▸ **About this task**: Gather every line of the entries that includes the word "Bari".

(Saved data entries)
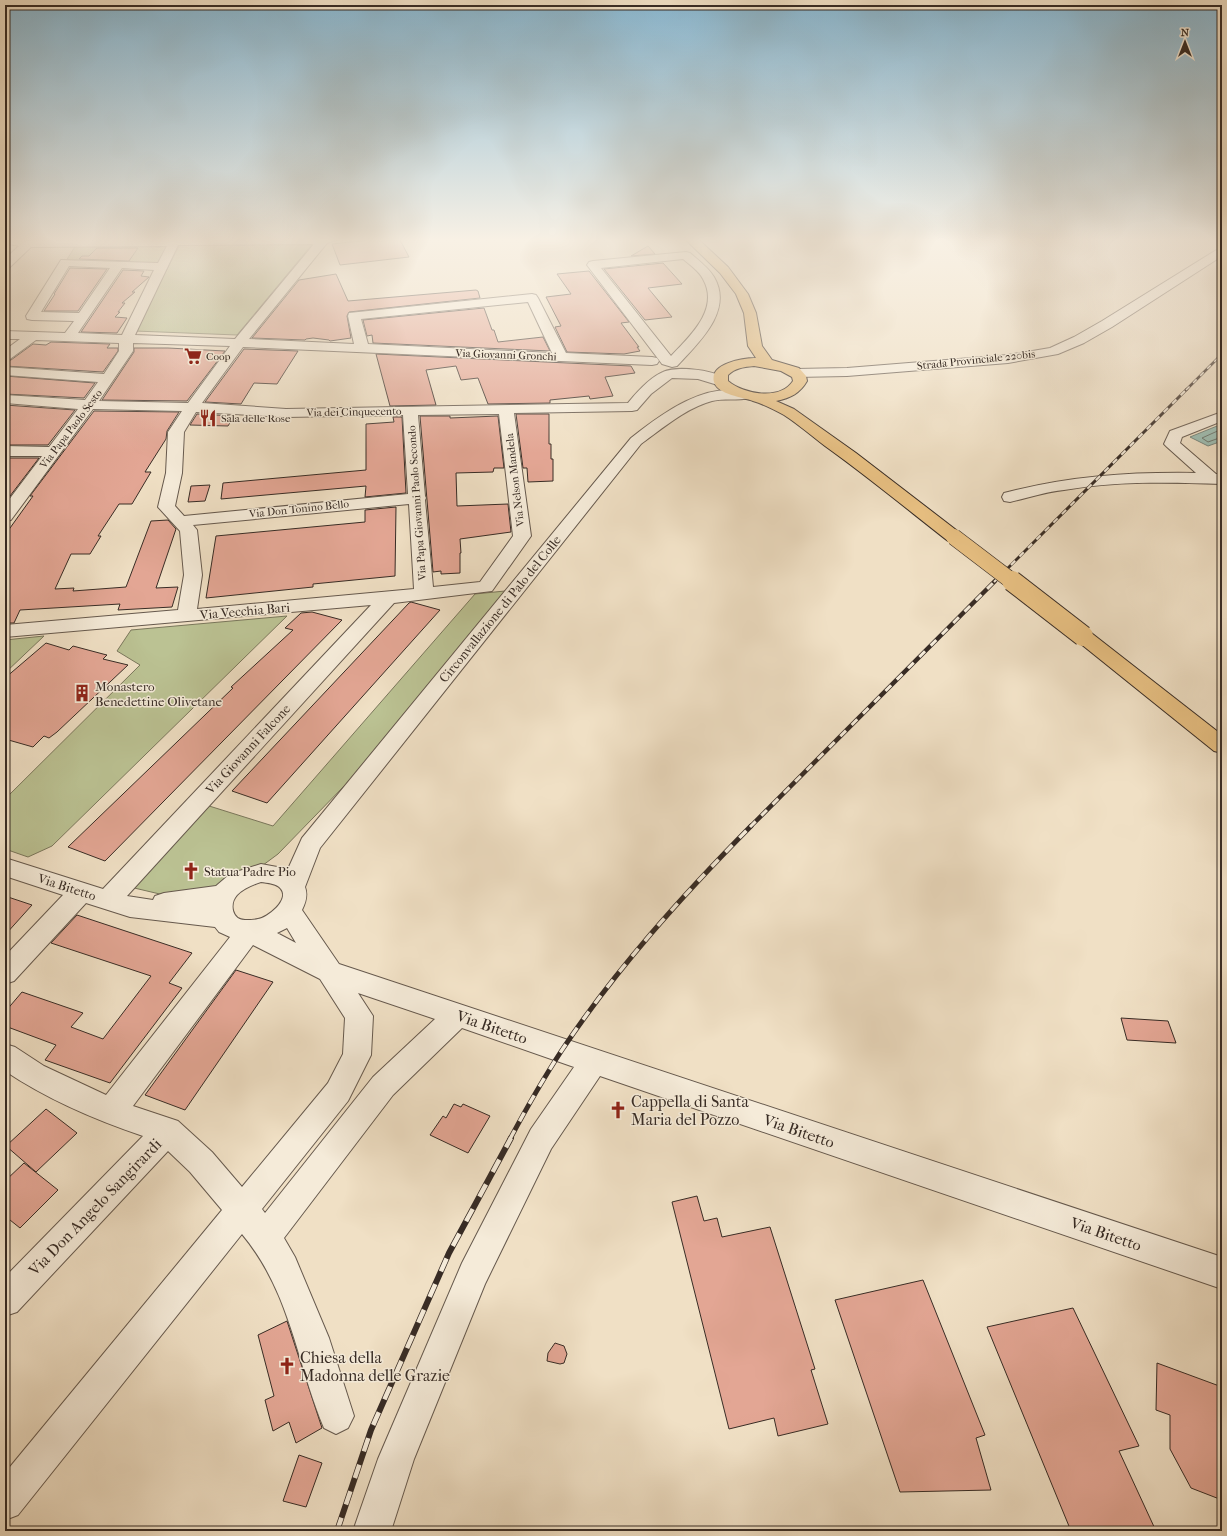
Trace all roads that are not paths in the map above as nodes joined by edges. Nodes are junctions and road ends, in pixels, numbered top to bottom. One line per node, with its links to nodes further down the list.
1 (36, 310): 11 (street)
2 (88, 310): 11 (street)
3 (140, 310): 15 (street, Via Papa Paolo Sesto)
4 (267, 310): 16 (street)
5 (416, 310): 18 (street)
6 (538, 310): 20 (street)
7 (627, 310): 24 (street)
8 (712, 310): 24 (street)
9 (749, 310): 17 (main road)
10 (1130, 310): 26 (street, Strada Provinciale 220bis)
11 (83, 317): 14 (street)
12 (5, 335): 13 (street, Via Giovanni Gronchi)
13 (33, 336): 14 (street, Via Giovanni Gronchi); 19 (street)
14 (69, 337): 15 (street, Via Giovanni Gronchi)
15 (126, 338): 16 (street, Via Giovanni Gronchi); 27 (street, Via Papa Paolo Sesto)
16 (239, 343): 18 (street, Via Giovanni Gronchi); 34 (street)
17 (755, 346): 21 (main road); 22 (main road)
18 (362, 349): 20 (street, Via Giovanni Gronchi)
19 (5, 356)
20 (561, 357): 23 (street, Via Giovanni Gronchi)
21 (766, 362): 22 (main road); 26 (main road)
22 (742, 363): 28 (main road)
23 (647, 368): 24 (street); 29 (street)
24 (671, 368): 28 (street); 29 (street)
25 (5, 371): 27 (street)
26 (798, 378): 30 (main road)
27 (108, 379): 33 (street, Via Papa Paolo Sesto)
28 (720, 384): 31 (street); 52 (street, Circonvallazione di Palo del Colle)
29 (646, 391): 35 (street, Via dei Cinquecento)
30 (783, 395): 31 (main road); 37 (main road)
31 (750, 396): 37 (main road)
32 (5, 399): 33 (street, Via dei Cinquecento)
33 (90, 405): 34 (street, Via dei Cinquecento); 40 (street, Via Papa Paolo Sesto)
34 (192, 407): 36 (street, Via dei Cinquecento); 45 (street)
35 (506, 410): 36 (street, Via dei Cinquecento); 46 (street, Via Nelson Mandela)
36 (410, 412): 43 (street, Via Papa Giovanni Paolo Secondo)
37 (789, 412): 51 (main road, bridge)
38 (1222, 416): 41 (street)
39 (5, 451): 40 (street)
40 (54, 452): 44 (street, Via Papa Paolo Sesto)
41 (1216, 478): 42 (street)
42 (1010, 497)
43 (418, 498): 45 (street, Via Don Tonino Bello); 47 (street, Via Papa Giovanni Paolo Secondo)
44 (8, 507)
45 (180, 521): 49 (street)
46 (486, 587): 47 (street, Via Vecchia Bari)
47 (424, 594): 48 (street, Via Vecchia Bari)
48 (388, 598): 49 (street, Via Vecchia Bari); 57 (street, Via Giovanni Falcone)
49 (187, 616): 50 (street, Via Vecchia Bari)
50 (5, 632)
51 (1222, 746)
52 (310, 844): 54 (street); 55 (street)
53 (5, 867): 56 (street, Via Bitetto)
54 (266, 873): 55 (street); 58 (street)
55 (293, 886): 59 (street)
56 (82, 891): 57 (street, Via Bitetto); 62 (street)
57 (119, 904): 58 (street, Via Bitetto)
58 (223, 907): 60 (street)
59 (289, 911): 60 (street); 61 (street)
60 (249, 931): 61 (street, Via Bitetto); 66 (street)
61 (330, 972): 63 (street, Via Bitetto); 68 (street)
62 (5, 973)
63 (457, 1015): 65 (street, Via Bitetto); 69 (street)
64 (5, 1056): 66 (street)
65 (594, 1062): 70 (street, Via Bitetto); 74 (street)
66 (111, 1112): 67 (street)
67 (168, 1131): 68 (street); 71 (street, Via Don Angelo Sangirardi)
68 (242, 1210): 69 (street); 73 (street)
69 (265, 1237): 72 (street)
70 (1222, 1273)
71 (5, 1300)
72 (336, 1416)
73 (5, 1502)
74 (372, 1531)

▸ **Answer section**:
46 (486, 587): 47 (street, Via Vecchia Bari)
47 (424, 594): 48 (street, Via Vecchia Bari)
48 (388, 598): 49 (street, Via Vecchia Bari); 57 (street, Via Giovanni Falcone)
49 (187, 616): 50 (street, Via Vecchia Bari)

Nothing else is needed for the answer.